TASK INSTRUCTIONS -> Among the entries below, how many lines include the string "Dada"? Answer with only the number.

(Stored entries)
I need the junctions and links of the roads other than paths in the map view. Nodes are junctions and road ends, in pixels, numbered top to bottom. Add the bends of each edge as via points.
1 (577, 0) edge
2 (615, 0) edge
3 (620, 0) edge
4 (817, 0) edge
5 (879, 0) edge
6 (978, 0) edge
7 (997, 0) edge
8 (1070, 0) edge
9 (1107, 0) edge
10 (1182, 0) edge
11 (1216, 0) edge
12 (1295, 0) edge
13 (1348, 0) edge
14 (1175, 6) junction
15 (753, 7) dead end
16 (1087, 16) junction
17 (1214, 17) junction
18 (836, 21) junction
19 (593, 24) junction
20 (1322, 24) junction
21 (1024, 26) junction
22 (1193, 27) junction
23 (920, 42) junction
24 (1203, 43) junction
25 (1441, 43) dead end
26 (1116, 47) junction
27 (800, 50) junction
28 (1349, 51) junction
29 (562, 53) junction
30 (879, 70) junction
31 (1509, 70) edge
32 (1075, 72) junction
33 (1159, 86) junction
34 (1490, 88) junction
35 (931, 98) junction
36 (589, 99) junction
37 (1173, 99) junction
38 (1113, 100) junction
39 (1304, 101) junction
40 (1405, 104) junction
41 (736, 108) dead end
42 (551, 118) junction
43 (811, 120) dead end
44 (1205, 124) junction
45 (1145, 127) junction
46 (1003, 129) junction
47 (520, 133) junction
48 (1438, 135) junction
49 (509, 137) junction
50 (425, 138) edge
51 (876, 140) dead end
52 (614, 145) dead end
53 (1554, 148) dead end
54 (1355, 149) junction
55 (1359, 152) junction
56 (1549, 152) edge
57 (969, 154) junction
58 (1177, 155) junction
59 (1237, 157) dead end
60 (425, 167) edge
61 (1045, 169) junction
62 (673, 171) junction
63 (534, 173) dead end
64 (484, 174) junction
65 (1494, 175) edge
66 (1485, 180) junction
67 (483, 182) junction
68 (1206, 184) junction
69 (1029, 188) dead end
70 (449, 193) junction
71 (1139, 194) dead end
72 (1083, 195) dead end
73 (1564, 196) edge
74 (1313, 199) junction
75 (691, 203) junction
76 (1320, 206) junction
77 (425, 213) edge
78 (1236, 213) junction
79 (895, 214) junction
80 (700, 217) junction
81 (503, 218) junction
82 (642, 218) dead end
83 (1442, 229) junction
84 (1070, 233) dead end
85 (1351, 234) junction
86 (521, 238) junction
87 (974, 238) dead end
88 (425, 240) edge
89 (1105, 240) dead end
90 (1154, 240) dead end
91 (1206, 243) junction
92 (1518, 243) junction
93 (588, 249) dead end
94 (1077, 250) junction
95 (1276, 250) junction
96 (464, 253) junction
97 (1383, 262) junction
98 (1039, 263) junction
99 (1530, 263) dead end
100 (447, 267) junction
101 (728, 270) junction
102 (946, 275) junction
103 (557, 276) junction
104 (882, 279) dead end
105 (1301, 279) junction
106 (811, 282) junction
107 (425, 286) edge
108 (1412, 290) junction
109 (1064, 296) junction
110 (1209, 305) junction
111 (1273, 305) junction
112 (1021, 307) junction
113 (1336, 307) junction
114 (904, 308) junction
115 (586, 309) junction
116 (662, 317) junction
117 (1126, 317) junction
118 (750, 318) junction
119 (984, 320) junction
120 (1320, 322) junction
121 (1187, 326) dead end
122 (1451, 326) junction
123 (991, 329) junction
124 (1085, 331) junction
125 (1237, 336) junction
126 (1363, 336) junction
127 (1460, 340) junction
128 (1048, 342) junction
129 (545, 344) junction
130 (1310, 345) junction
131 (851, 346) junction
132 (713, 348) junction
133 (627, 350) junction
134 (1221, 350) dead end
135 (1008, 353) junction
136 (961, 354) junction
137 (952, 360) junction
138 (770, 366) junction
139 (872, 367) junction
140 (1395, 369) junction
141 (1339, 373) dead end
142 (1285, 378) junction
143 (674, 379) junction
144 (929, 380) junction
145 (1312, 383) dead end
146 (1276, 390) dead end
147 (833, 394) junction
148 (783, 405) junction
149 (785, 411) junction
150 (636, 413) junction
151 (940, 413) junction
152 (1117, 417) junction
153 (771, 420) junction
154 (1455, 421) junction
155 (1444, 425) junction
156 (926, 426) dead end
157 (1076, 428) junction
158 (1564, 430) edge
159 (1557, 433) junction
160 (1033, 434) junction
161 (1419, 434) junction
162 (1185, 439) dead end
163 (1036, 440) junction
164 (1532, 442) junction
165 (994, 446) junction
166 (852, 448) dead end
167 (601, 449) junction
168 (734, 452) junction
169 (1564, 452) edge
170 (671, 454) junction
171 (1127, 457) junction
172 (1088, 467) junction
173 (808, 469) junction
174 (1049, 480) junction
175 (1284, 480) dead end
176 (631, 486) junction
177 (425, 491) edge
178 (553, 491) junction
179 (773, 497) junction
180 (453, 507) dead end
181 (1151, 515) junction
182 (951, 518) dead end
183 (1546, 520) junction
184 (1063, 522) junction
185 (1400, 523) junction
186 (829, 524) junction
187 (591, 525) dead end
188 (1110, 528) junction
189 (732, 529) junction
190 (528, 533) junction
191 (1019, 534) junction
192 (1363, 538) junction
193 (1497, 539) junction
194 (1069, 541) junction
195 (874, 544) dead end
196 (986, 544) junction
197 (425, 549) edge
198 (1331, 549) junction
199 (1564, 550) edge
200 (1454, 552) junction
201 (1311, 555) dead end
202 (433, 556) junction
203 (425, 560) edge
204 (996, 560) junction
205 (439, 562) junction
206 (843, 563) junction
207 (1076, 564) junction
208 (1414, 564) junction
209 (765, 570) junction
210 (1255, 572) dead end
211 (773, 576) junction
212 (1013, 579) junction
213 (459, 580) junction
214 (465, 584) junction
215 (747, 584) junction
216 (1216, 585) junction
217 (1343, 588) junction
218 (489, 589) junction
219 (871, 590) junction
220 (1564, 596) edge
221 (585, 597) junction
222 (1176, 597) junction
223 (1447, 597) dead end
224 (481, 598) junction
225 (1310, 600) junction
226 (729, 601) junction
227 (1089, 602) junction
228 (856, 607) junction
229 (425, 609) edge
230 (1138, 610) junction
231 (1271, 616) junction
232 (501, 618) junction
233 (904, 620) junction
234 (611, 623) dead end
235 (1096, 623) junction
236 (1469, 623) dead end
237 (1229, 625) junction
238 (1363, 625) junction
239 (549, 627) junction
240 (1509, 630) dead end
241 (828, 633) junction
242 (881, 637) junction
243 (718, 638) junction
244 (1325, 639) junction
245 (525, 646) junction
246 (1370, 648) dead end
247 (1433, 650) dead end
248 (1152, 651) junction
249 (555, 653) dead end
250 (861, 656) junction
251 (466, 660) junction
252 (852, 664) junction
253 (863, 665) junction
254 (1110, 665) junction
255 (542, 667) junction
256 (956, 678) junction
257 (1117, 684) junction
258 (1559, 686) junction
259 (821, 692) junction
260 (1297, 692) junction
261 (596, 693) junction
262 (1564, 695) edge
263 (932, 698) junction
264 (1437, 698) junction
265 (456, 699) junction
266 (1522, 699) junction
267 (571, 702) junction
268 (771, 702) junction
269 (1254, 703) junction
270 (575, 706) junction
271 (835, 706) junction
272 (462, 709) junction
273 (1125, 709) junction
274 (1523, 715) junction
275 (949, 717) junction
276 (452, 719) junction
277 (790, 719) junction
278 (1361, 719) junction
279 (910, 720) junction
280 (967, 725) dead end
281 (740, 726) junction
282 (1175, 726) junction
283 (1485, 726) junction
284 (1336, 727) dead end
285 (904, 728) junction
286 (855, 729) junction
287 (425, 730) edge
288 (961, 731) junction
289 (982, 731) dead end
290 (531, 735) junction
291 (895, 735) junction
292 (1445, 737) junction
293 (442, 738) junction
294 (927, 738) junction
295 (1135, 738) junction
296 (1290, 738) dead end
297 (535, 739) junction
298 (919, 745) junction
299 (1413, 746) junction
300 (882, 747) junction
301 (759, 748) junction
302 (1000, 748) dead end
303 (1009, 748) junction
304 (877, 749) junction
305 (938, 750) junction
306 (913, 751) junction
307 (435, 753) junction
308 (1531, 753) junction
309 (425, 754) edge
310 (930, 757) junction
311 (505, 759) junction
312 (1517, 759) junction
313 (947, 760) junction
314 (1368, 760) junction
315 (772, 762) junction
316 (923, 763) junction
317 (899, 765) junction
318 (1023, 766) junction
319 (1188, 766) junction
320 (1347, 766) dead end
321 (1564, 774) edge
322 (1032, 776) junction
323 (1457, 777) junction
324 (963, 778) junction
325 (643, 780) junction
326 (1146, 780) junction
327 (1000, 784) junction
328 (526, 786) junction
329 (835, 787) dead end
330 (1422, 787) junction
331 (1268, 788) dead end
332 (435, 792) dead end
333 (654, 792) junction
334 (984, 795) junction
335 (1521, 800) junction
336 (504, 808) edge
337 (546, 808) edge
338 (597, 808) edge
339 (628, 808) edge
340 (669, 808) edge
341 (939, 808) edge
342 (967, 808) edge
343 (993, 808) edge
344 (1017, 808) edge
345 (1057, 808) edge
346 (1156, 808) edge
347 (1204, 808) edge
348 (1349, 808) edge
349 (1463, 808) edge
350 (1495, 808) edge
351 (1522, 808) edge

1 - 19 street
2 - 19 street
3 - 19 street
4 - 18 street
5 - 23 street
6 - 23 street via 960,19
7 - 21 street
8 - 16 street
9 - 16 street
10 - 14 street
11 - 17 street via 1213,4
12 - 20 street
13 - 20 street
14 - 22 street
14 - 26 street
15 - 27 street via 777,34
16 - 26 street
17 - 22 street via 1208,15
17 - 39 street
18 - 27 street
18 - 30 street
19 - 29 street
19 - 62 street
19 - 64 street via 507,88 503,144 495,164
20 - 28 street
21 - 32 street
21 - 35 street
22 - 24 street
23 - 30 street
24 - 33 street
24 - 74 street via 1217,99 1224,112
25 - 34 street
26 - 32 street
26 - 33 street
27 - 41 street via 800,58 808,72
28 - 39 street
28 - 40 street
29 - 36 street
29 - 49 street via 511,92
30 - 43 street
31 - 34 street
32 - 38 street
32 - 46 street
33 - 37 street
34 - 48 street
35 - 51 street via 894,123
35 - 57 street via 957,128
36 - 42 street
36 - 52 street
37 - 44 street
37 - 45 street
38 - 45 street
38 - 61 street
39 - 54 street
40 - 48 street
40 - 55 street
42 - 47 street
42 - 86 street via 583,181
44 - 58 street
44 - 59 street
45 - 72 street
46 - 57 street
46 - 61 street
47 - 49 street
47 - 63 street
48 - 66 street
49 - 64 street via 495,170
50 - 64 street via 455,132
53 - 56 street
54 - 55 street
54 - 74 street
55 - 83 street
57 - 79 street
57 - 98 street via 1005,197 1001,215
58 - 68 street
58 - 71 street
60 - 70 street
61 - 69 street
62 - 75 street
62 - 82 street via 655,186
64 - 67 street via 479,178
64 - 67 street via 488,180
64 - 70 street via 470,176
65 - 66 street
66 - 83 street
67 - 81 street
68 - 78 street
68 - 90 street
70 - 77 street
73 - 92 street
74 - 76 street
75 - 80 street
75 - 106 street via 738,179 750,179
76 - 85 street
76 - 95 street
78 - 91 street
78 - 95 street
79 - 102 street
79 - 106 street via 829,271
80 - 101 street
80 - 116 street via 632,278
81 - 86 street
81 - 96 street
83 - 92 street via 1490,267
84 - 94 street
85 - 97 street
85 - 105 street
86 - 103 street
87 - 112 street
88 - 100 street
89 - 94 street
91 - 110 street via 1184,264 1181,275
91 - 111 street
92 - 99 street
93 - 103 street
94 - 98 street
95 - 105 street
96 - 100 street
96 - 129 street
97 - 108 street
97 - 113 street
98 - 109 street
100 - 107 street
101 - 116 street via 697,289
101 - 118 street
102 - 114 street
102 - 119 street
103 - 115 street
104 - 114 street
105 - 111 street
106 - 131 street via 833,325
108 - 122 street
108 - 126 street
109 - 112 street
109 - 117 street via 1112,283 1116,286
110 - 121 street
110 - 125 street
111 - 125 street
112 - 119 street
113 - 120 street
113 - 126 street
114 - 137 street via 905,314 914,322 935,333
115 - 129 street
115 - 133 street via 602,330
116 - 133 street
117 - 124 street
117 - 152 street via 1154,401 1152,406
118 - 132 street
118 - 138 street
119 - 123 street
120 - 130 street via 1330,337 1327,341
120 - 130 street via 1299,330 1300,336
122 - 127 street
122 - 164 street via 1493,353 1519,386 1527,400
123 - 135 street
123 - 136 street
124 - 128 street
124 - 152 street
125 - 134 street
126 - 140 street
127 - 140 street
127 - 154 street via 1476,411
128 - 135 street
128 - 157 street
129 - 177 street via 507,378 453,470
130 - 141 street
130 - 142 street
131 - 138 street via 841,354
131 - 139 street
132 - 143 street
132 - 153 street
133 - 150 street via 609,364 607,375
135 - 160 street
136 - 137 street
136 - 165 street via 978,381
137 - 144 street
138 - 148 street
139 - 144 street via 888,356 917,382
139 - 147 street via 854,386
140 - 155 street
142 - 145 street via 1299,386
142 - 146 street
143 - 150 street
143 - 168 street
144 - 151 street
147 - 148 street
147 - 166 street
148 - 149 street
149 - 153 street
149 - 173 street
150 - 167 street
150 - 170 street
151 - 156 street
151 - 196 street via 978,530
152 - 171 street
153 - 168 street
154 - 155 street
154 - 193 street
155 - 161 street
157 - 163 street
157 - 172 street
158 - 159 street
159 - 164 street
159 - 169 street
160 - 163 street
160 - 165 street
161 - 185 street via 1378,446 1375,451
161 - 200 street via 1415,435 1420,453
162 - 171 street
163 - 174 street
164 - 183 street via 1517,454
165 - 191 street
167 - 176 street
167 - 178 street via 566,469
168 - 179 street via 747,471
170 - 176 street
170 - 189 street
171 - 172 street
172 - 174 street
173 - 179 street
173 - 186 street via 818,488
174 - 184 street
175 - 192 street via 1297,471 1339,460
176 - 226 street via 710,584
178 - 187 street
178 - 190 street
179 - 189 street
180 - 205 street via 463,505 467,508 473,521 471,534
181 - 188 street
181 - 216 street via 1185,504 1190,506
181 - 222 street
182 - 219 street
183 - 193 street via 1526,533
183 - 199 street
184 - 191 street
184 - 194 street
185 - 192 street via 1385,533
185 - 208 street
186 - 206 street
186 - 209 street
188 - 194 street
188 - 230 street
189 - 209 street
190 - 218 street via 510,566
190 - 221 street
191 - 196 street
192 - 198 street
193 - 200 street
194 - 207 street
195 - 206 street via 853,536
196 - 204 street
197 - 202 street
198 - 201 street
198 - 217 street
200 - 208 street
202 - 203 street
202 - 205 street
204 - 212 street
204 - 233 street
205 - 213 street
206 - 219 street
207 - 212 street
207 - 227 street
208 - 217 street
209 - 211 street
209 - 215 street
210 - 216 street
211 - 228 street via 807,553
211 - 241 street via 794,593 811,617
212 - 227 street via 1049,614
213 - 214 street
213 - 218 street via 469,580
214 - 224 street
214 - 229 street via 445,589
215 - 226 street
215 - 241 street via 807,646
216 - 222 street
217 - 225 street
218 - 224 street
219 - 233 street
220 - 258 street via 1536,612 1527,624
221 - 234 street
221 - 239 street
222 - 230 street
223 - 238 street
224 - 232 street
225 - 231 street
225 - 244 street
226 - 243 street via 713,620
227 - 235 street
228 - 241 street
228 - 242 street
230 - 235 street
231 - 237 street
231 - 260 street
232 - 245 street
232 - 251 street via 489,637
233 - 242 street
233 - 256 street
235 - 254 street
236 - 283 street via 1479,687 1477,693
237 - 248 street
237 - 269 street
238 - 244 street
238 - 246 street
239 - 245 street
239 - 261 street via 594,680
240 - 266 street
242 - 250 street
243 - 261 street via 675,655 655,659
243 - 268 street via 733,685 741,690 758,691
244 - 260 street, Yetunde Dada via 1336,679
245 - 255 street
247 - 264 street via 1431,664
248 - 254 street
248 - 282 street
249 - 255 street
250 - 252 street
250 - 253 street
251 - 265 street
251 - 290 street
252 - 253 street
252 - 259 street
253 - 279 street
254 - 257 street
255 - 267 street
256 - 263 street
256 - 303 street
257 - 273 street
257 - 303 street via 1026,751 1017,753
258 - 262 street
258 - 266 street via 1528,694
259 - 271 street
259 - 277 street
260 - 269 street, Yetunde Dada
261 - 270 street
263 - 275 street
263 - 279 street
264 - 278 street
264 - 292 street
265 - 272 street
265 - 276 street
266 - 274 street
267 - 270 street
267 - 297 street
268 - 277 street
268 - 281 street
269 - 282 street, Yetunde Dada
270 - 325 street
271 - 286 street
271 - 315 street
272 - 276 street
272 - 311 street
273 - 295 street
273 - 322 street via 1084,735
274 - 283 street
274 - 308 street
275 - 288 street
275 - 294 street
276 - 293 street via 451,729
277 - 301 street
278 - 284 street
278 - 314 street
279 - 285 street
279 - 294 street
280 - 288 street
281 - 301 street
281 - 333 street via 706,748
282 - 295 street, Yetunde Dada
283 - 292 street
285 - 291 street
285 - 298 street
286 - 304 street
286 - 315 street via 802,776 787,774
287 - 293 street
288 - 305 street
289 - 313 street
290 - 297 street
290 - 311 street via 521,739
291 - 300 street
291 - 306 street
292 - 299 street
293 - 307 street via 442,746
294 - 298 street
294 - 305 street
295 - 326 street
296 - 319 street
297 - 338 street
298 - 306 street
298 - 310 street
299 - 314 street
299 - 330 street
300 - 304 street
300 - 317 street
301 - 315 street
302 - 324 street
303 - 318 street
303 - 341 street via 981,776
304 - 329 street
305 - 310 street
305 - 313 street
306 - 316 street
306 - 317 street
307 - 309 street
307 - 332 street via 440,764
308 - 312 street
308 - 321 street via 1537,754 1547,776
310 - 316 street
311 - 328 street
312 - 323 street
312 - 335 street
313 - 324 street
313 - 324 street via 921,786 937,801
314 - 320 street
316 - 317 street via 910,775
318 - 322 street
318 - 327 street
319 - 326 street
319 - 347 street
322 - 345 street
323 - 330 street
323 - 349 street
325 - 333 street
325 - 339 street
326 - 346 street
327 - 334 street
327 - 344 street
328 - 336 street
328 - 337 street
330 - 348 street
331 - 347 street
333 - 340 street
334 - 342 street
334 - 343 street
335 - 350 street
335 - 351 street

ANSWER TO THIS EXERCISE -> 4